'''

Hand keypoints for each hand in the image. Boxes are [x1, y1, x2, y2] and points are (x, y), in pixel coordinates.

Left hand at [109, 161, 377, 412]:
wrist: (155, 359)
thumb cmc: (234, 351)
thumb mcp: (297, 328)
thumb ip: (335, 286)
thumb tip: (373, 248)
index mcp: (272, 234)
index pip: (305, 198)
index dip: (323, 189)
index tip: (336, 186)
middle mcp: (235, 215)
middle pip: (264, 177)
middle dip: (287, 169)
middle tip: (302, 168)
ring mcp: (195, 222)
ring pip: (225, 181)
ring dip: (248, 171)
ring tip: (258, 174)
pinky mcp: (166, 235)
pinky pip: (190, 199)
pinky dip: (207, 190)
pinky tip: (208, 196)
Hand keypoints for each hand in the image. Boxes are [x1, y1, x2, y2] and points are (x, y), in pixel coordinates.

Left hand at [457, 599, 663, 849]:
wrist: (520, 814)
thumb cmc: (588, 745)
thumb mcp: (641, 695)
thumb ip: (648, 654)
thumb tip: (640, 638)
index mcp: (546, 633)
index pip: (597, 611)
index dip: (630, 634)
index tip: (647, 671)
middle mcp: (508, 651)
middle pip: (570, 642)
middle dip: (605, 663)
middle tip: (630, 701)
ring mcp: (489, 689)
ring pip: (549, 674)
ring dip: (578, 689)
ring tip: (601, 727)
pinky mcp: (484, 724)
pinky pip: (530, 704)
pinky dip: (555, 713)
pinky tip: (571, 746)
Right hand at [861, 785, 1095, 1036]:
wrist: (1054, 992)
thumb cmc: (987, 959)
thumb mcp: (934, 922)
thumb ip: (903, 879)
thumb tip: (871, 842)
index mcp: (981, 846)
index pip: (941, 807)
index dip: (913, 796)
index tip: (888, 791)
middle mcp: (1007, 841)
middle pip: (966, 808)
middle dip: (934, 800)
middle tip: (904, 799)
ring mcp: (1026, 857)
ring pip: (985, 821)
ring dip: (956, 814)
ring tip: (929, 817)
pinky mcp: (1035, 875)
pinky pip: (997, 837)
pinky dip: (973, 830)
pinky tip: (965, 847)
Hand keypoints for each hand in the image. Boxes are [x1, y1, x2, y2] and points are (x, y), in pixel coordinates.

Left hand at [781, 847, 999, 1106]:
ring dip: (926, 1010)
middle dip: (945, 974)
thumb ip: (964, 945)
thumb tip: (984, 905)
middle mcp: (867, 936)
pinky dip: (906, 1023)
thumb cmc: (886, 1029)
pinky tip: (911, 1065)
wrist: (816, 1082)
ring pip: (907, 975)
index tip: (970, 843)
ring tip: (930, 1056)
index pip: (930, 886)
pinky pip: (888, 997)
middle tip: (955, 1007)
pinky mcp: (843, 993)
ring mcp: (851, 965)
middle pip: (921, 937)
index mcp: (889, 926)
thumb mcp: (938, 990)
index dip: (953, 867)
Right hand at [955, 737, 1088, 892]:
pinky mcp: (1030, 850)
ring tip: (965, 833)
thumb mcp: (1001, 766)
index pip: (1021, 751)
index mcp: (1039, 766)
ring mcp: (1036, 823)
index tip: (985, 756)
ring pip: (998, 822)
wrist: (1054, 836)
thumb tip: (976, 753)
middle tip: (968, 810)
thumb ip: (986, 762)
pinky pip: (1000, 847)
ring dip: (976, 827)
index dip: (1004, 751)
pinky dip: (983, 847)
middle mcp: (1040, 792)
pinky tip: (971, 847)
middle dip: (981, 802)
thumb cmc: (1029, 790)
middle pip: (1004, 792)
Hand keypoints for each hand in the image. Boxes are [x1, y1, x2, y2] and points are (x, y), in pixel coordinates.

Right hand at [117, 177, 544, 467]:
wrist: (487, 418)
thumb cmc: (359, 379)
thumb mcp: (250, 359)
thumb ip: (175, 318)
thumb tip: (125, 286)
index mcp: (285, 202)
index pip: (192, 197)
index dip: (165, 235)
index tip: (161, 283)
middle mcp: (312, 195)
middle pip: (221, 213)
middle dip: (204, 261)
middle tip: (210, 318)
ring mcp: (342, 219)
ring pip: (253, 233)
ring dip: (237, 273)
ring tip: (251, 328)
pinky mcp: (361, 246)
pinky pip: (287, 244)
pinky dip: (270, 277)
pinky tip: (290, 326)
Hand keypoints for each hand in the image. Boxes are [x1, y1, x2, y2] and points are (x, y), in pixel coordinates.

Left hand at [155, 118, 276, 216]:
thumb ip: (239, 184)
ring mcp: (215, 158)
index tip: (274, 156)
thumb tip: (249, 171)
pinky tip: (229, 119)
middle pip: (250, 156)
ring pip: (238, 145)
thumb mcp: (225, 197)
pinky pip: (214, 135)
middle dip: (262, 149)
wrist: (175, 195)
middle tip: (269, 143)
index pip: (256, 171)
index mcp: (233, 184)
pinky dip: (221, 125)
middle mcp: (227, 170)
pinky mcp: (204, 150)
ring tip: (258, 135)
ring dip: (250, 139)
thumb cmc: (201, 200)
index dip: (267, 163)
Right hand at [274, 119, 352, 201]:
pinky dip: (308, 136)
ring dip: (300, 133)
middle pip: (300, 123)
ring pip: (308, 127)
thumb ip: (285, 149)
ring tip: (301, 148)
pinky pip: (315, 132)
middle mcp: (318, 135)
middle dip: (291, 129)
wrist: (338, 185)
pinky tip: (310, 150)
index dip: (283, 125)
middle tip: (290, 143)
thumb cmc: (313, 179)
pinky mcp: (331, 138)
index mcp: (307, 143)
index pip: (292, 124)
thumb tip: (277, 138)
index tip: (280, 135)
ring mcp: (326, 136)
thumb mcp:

'''

__Assignment__
Wherever the string "Right" turns up in the material, copy the whole line.

__Answer to the problem__
Right hand at [861, 785, 1095, 1036]:
Right hand at [955, 737, 1088, 892]:
Right hand at [117, 177, 544, 467]:
Right hand at [274, 119, 352, 201]:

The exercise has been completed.